» What is required
Go through the listing below and state how many of its lines include "Trace". Write only that number.
────
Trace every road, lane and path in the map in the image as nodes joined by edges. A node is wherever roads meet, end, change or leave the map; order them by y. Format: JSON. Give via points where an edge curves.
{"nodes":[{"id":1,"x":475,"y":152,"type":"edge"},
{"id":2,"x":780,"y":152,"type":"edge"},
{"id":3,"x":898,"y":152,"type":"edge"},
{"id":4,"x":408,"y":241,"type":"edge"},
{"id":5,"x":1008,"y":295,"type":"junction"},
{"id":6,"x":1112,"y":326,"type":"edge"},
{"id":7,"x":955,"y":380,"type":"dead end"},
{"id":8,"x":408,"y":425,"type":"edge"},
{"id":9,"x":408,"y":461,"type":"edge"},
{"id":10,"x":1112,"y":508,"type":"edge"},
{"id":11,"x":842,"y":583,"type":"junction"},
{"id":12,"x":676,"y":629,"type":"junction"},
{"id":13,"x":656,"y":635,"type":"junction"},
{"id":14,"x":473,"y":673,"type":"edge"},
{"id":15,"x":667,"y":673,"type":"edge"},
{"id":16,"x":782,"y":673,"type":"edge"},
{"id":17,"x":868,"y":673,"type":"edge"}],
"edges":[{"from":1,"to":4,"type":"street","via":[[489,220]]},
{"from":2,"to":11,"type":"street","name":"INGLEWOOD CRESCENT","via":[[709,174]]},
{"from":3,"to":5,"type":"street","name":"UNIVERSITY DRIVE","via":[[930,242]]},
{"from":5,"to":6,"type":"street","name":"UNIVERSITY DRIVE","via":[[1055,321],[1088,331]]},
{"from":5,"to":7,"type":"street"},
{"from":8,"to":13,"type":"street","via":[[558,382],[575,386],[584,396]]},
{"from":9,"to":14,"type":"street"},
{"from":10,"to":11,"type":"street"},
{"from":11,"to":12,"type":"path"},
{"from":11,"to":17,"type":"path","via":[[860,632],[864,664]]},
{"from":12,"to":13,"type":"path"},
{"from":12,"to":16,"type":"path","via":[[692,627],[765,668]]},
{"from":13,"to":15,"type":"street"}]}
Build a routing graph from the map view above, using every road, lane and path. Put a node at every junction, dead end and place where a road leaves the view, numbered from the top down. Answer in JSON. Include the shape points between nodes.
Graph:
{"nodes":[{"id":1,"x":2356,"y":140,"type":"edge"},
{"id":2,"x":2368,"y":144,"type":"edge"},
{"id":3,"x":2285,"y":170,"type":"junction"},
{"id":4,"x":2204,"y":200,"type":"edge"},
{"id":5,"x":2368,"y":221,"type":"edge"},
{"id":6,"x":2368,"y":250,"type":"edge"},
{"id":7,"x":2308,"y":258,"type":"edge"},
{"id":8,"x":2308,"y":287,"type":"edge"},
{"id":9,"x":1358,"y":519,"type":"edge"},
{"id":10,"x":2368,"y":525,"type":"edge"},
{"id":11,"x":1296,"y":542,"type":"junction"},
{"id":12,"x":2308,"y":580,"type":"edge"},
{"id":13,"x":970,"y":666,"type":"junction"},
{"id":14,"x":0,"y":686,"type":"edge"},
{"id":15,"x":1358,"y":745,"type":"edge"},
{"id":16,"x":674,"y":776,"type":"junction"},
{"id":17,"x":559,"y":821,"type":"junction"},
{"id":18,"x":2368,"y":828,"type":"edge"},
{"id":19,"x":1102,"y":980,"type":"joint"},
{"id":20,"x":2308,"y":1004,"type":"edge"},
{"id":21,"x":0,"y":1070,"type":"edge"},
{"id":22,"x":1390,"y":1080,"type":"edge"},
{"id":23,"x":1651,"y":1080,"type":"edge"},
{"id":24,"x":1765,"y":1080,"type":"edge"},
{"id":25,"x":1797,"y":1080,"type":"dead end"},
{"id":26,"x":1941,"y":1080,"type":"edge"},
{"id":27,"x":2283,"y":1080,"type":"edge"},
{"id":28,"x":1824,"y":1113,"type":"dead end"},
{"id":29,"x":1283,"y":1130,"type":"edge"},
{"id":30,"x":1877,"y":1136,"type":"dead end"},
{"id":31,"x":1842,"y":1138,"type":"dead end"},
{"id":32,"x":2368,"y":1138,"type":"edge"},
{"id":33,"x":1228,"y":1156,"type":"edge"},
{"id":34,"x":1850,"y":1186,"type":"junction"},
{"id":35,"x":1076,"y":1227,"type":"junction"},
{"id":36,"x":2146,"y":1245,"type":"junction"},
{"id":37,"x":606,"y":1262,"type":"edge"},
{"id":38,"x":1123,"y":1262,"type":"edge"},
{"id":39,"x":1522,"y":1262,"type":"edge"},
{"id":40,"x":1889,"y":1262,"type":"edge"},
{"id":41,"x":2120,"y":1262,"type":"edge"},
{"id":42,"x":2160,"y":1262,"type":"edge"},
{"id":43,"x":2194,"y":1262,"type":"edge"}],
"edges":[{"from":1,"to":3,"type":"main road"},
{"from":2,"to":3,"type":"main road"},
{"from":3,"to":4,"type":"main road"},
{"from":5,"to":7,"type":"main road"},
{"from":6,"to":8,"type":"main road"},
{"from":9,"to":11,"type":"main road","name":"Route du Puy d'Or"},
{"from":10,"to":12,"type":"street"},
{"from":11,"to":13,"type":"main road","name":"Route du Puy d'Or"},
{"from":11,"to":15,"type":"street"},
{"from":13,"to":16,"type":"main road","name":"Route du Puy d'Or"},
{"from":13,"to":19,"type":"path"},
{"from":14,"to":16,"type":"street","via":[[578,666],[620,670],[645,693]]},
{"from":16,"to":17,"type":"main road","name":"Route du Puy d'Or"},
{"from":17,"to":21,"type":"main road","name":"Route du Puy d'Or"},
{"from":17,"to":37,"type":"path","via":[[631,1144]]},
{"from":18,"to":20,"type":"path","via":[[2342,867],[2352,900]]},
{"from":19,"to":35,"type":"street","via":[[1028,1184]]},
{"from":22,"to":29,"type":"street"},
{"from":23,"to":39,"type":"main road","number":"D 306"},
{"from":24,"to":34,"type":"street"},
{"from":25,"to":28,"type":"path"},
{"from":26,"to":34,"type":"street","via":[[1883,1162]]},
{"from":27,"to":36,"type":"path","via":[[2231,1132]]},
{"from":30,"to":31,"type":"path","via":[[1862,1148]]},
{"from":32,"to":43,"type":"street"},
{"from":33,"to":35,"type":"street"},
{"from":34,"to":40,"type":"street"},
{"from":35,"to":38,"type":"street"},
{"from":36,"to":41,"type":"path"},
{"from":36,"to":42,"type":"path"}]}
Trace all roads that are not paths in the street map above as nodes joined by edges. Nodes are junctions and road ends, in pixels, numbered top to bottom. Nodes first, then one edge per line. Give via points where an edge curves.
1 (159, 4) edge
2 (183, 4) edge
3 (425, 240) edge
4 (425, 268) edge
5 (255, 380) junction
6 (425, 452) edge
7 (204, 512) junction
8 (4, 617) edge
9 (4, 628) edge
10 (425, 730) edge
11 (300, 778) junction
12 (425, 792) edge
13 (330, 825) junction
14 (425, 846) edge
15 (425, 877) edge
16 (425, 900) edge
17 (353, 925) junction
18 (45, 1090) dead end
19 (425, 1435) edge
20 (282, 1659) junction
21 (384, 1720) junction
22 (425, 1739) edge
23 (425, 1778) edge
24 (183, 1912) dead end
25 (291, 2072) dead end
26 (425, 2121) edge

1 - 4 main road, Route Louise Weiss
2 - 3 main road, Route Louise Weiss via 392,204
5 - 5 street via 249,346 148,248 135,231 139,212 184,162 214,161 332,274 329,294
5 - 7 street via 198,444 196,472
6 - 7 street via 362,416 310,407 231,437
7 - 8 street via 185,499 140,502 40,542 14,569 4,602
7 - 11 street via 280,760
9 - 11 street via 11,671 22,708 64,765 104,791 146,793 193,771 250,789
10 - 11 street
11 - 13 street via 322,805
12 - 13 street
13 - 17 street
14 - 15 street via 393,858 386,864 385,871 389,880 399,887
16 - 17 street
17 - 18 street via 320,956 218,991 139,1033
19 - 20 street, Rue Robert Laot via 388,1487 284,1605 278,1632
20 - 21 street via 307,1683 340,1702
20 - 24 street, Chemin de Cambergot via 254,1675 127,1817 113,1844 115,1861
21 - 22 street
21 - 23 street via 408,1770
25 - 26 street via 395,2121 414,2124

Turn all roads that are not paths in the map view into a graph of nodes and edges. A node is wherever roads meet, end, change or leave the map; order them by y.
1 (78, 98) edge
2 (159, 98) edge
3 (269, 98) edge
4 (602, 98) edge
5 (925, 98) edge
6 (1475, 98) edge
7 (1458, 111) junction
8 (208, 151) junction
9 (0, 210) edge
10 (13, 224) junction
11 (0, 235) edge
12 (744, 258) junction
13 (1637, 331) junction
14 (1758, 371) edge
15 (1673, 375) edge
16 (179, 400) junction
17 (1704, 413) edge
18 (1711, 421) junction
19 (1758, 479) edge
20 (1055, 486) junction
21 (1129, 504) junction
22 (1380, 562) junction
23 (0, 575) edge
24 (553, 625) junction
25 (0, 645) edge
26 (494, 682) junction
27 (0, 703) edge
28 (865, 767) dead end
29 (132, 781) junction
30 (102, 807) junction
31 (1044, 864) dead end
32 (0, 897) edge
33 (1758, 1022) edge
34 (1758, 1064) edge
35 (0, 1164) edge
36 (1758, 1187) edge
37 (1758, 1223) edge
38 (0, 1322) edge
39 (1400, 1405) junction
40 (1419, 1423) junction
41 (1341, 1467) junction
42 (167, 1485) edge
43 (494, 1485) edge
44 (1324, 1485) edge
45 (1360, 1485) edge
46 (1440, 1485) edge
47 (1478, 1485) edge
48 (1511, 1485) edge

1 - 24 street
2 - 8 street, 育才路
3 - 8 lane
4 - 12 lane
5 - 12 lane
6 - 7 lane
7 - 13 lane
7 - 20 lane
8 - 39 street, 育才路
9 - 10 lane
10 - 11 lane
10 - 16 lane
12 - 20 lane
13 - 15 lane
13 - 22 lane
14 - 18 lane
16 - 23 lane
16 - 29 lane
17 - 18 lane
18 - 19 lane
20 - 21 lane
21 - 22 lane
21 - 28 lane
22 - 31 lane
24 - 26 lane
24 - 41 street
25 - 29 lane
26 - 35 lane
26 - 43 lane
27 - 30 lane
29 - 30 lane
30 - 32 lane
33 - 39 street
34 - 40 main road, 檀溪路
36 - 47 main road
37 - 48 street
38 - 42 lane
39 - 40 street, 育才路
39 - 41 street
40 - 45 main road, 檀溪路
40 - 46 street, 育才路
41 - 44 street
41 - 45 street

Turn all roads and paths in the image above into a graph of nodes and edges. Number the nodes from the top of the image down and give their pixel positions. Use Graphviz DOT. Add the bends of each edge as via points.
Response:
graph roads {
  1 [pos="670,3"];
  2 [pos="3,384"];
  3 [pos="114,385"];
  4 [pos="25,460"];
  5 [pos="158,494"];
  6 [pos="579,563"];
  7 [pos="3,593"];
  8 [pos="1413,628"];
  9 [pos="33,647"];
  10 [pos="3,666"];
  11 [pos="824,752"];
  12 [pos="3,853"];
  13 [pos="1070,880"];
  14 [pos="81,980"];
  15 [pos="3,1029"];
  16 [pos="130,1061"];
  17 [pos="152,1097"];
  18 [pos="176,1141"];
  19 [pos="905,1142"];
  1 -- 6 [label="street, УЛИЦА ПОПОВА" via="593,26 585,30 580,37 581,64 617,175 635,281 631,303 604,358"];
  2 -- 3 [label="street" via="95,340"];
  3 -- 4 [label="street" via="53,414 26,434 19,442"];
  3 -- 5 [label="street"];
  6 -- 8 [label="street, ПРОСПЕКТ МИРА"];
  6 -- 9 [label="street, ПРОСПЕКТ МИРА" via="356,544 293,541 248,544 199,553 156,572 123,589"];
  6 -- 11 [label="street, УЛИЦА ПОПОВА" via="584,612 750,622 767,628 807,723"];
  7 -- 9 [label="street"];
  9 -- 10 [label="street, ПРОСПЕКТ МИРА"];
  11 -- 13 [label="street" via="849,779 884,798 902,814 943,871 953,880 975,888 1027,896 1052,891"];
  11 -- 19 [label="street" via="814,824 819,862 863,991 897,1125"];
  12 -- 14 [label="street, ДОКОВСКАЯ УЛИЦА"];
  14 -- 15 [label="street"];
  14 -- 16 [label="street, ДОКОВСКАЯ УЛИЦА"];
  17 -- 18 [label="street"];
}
────
» Exercise output
2